Millet is an ancient seed, originally cultivated in the dry climates of Africa and northern China since the Neolithic Era. (A few years ago, archaeologists discovered a 4000-year old bowl of millet noodles in northwestern China!) In time, millet spread throughout the world; the Romans and Gauls made porridge from it, and in the Middle Ages millet was more widely eaten than wheat. It is mentioned in the Old Testament as an ingredient for bread.
Today, millet continues to be a staple for a third of the world's population. Ground millet is used in flatbreads, such as Indian roti and Ethiopian and Eritrean injera (made from teff, a variety of millet). In Eastern Africa, millet is used to make beer. It is also an ingredient in Eastern European fermented drinks and porridges.
In America and Western Europe, millet has mostly been relegated to bird and livestock feed. However, interest in the grain has been growing, especially in gluten-free diets. It's nutritious – providing fiber, iron, B vitamins, manganese, phosphorus, and magnesium – and highly alkaline, making it easily digestible and soothing to the stomach.
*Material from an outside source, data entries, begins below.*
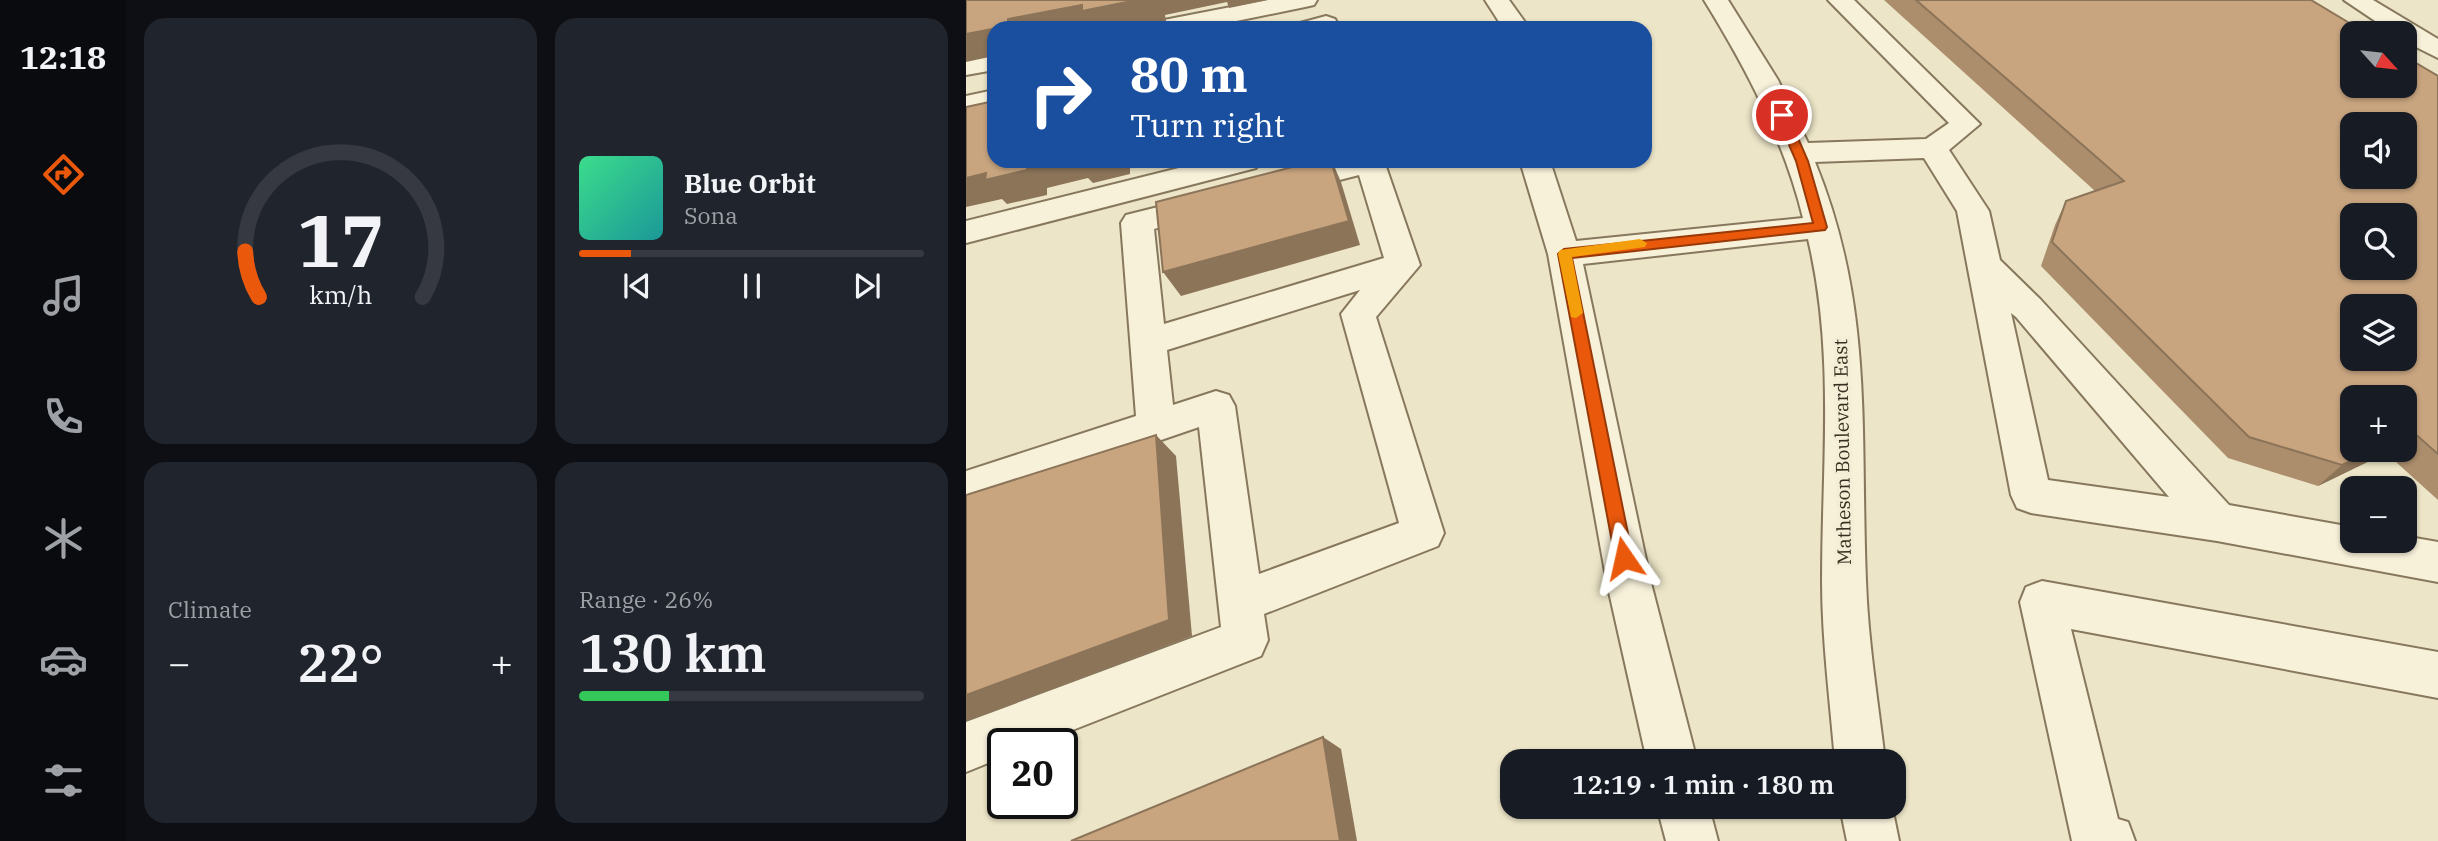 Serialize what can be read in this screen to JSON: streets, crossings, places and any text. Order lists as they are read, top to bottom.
{
  "streets": {
    "street": ["Matheson Boulevard East"]
  },
  "north": "bottom right",
  "page": {
    "tabs": "12:18",
    "map_buttons": ["+", "−"],
    "turn": ["80 m", "Turn right"],
    "song": ["Blue Orbit", "Sona"],
    "tile": [
      "Climate",
      ["Range · 26%", "130 km"]
    ],
    "heat": ["−", "22°", "+"],
    "limit": "20",
    "trip": "12:19 · 1 min · 180 m",
    "gauge": ["17", "km/h"]
  }
}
There are many varieties of millet; the primary types are called pearl, foxtail, proso, and finger. Yellow proso is the kind most often found pre-packaged or in bulk bins at health food stores. (Do buy millet intended for human consumption, as the millet sold for pet food still has the undigestible outer hull.)
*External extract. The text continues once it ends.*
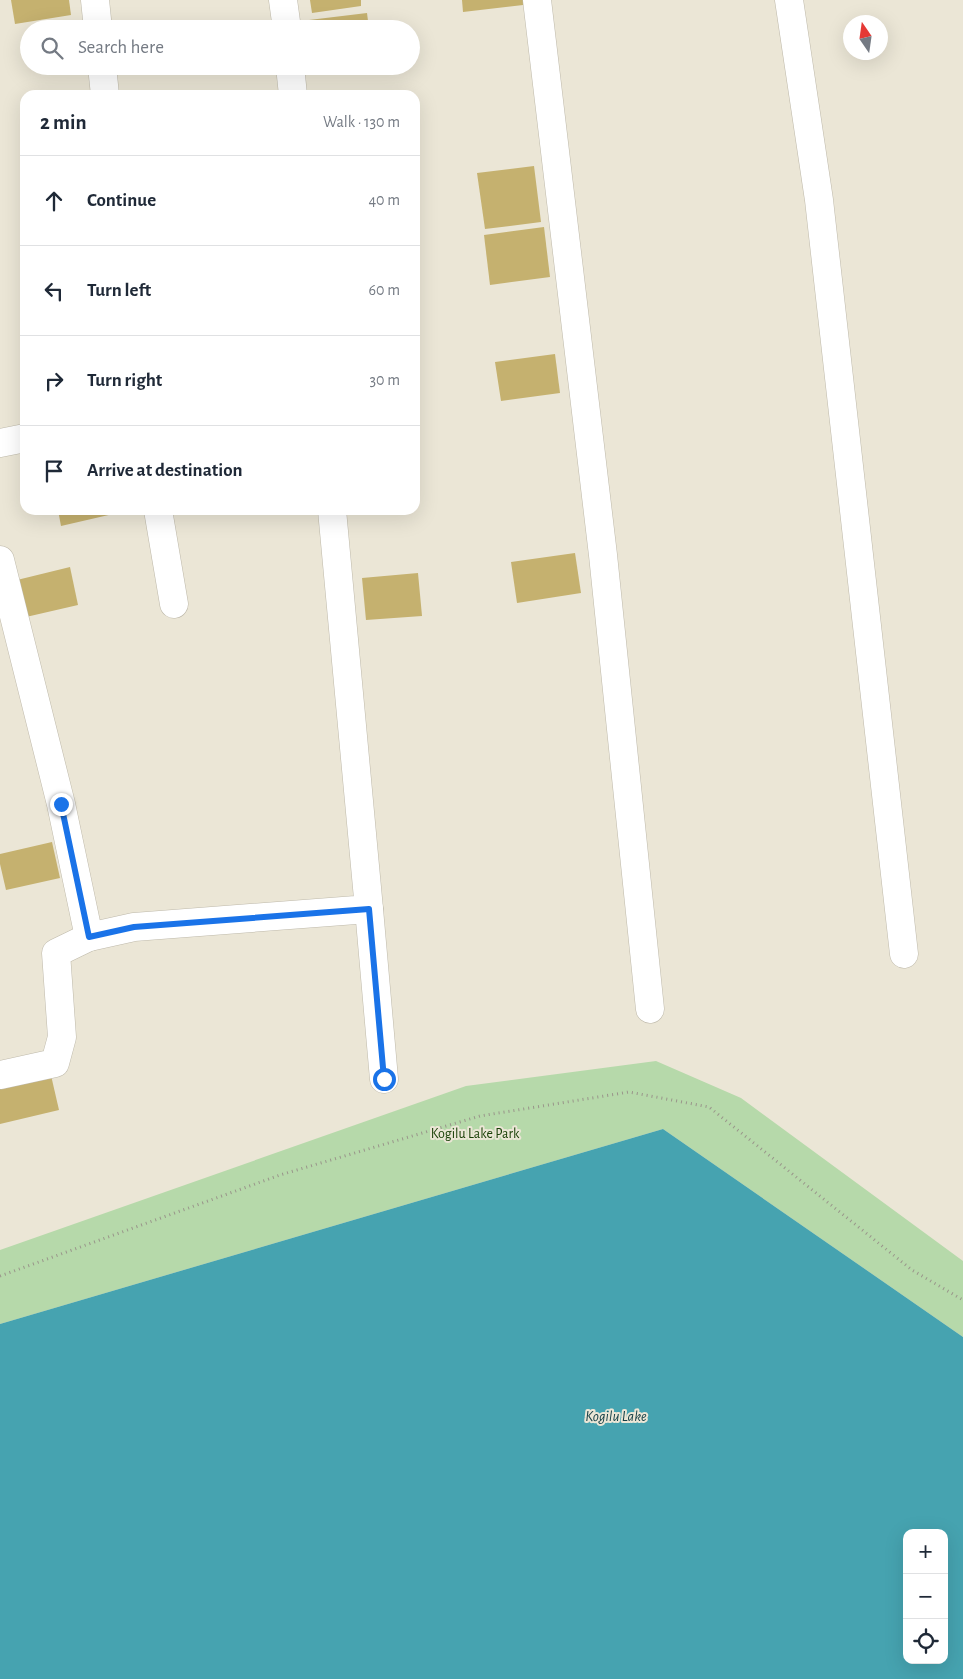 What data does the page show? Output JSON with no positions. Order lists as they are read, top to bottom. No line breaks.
{"water":["Kogilu Lake"],"parks":["Kogilu Lake Park"],"north":"top","page":{"search":"Search here","heading":["2 min","Walk · 130 m"],"list":[["Continue","40 m"],["Turn left","60 m"],["Turn right","30 m"],"Arrive at destination"],"map_buttons":["+","−"]}}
Millet is so versatile, it can be used in main dishes and desserts. It has a delicate nutty flavor and, depending on how it is cooked, a texture that can be crunchy or soft. We think the flavor complements winter squashes particularly well, making it a perfect grain for this time of year.
• To cook basic millet: Rinse and drain millet. In a medium saucepan, bring 2 1/2 cups water and 1 cup millet to a boil. Cover, reduce heat to medium-low, and cook 15 minutes. Remove from heat and let sit uncovered for 20 minutes. Toss with butter or olive oil and season to taste with salt, pepper, or herbs. Makes about 3 cups.
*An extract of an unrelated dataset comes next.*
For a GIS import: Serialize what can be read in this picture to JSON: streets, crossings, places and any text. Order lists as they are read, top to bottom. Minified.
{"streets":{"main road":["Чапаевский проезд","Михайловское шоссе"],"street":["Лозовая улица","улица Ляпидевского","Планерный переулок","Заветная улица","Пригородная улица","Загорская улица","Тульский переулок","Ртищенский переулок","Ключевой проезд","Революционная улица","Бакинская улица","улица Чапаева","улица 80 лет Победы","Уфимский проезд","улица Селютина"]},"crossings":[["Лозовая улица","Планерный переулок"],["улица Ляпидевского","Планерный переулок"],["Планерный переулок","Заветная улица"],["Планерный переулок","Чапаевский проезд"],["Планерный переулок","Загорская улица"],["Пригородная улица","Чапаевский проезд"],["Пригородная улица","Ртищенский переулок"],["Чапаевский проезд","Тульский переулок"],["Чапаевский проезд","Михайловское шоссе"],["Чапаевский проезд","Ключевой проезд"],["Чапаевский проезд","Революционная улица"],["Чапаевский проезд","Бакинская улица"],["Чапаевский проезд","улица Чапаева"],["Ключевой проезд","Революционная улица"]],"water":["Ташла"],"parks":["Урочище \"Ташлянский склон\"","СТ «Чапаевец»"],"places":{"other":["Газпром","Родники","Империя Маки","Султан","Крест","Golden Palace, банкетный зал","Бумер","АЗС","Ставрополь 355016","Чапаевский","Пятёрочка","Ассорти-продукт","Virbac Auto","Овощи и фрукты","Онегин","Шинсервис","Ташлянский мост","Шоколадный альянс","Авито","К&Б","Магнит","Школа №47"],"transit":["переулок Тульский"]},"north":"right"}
• For a softer texture similar to mashed potatoes, increase water to 3 1/2 cups and simmer, covered, until water is absorbed, about 45 minutes to an hour.
• For a nuttier flavor, toast the millet before cooking. Toast it in a dry skillet over medium heat, stirring constantly until fragrant, about 3 minutes.
• Leftover millet can be tossed into salads, stir-fried with tofu and vegetables, shaped into croquettes, or simmered with milk, honey, and cinnamon for breakfast.
• Mark Bittman's Autumn Millet Bake (pictured above)
• Lemon-Saffron Millet Pilaf
• Grilled Millet and Butternut Squash Cakes
• Millet Pie with Spinach and Feta
• Creamy Millet Porridge (using leftovers!)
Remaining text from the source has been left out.